Threads, Twitter’s New Rival, Achieves 23 Million Signups Overnight

Threads

Threads, the Twitter competitor backed by Mark Zuckerberg, has officially launched and is off to a promising start. As per a Thread post by Zuckerberg on Wednesday night, the new platform amassed over 10 million users within the first 7 hours of its availability.

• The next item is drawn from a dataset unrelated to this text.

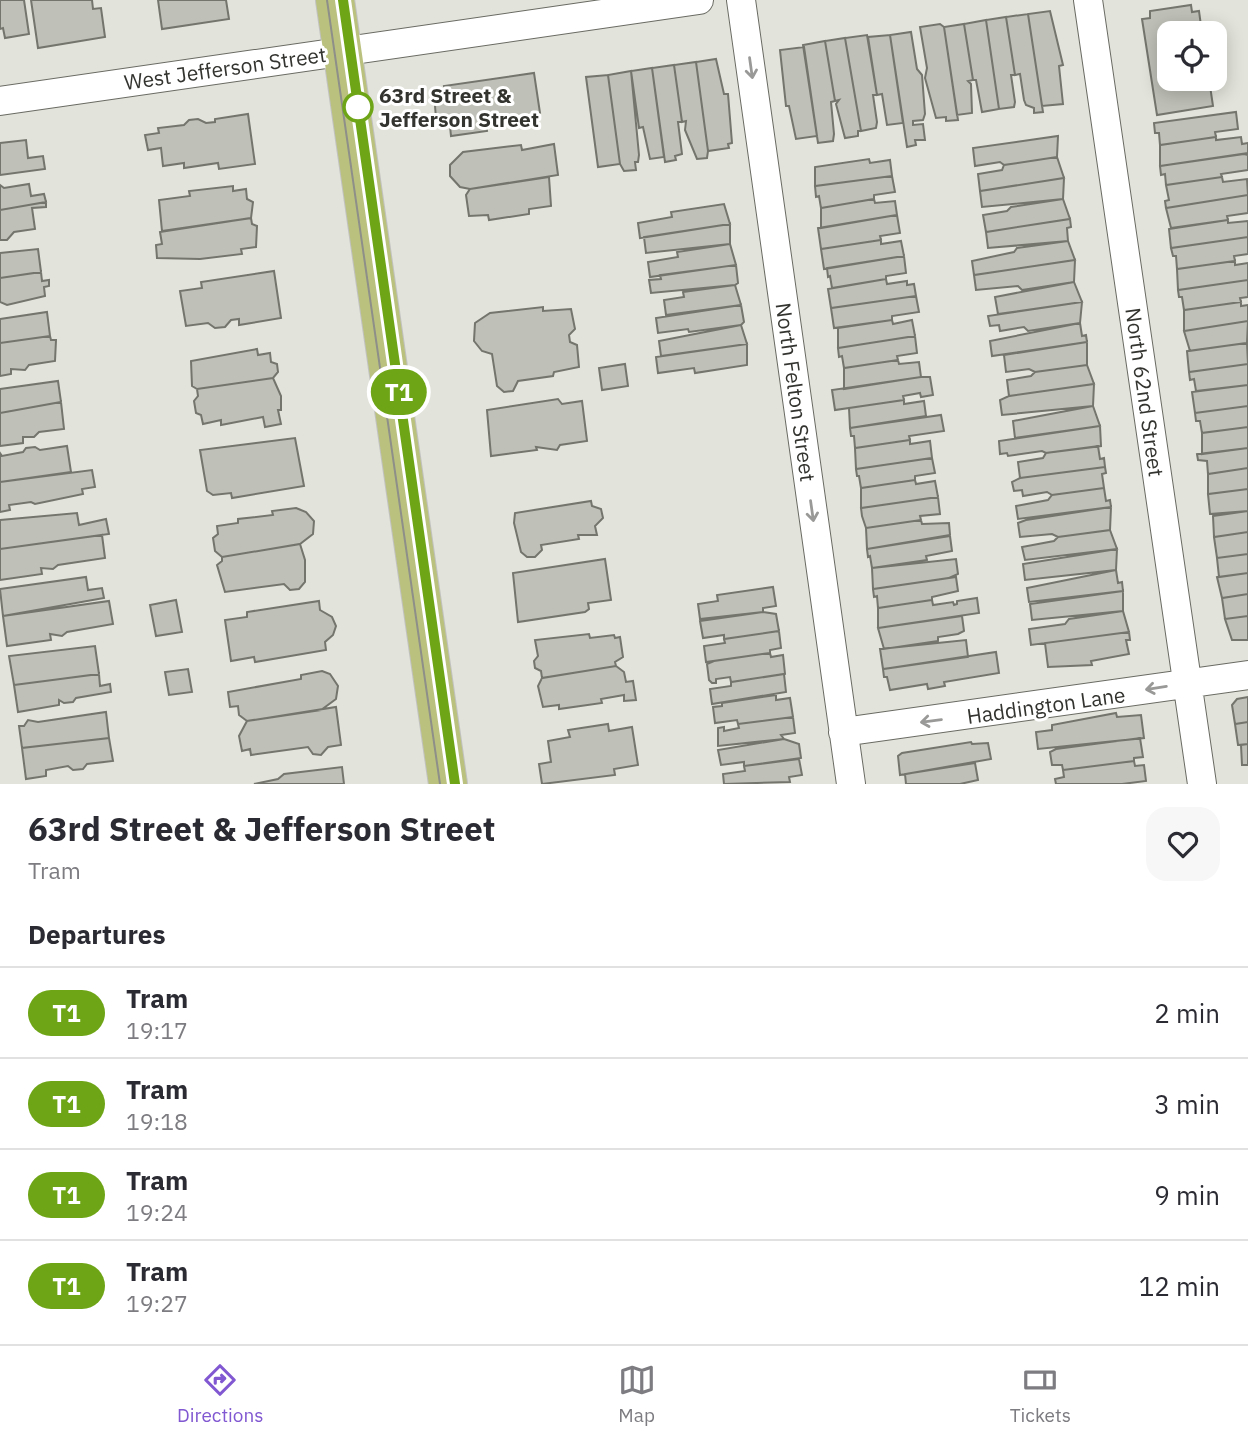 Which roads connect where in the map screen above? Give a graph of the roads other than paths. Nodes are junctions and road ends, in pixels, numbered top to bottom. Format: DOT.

Threads’ Rapid User Growth

By Thursday morning, the number of users had surged to 23 million, as indicated by Instagram badges (Instagram users receive a badge when they sign up for Threads). Although this figure is significantly lower than Instagram’s 1.3 billion active users and Twitter’s 335 million active users, it represents a strong starting point.

Threads: A Potential Successful Twitter Rival

Several platforms have attempted to create a successful Twitter rival, but none have yet succeeded. However, with growing frustrations with Twitter and decisions made by its owner Elon Musk, the timing seems perfect for another service to become “the next Twitter.”

Threads’ Advantage: Instagram’s User Base

Threads has a significant advantage as it is essentially a spinoff of Instagram. Instead of starting from zero, it has a built-in user base that is several billion people strong. To mark the occasion, Zuckerberg posted his first Tweet since 2012 — the Spiderman pointing at Spiderman meme, intended as a subtle jab at his competition and the similarities between the two platforms.

Threads’ Initial Challenges

Threads is experiencing some initial challenges. Currently, there is no option to simply see a chronological feed of the people you follow. Instead, the algorithm presents posts from people it thinks you want to see based on who you follow. Other limitations include the lack of post editing, hashtags, direct messaging, easy switching between multiple accounts, and availability in Europe. Furthermore, full use of the platform on a web browser is not possible at the moment.

Threads’ Future: User Feedback is Key

Despite these early issues, users seem to be interested in Threads. However, signing up to secure an account name is different from actively using the service. Whether people continue to actively use the service is the question at hand. If Zuckerberg adopts a stance of listening to users and responding to their needs, Threads may be well-positioned for success.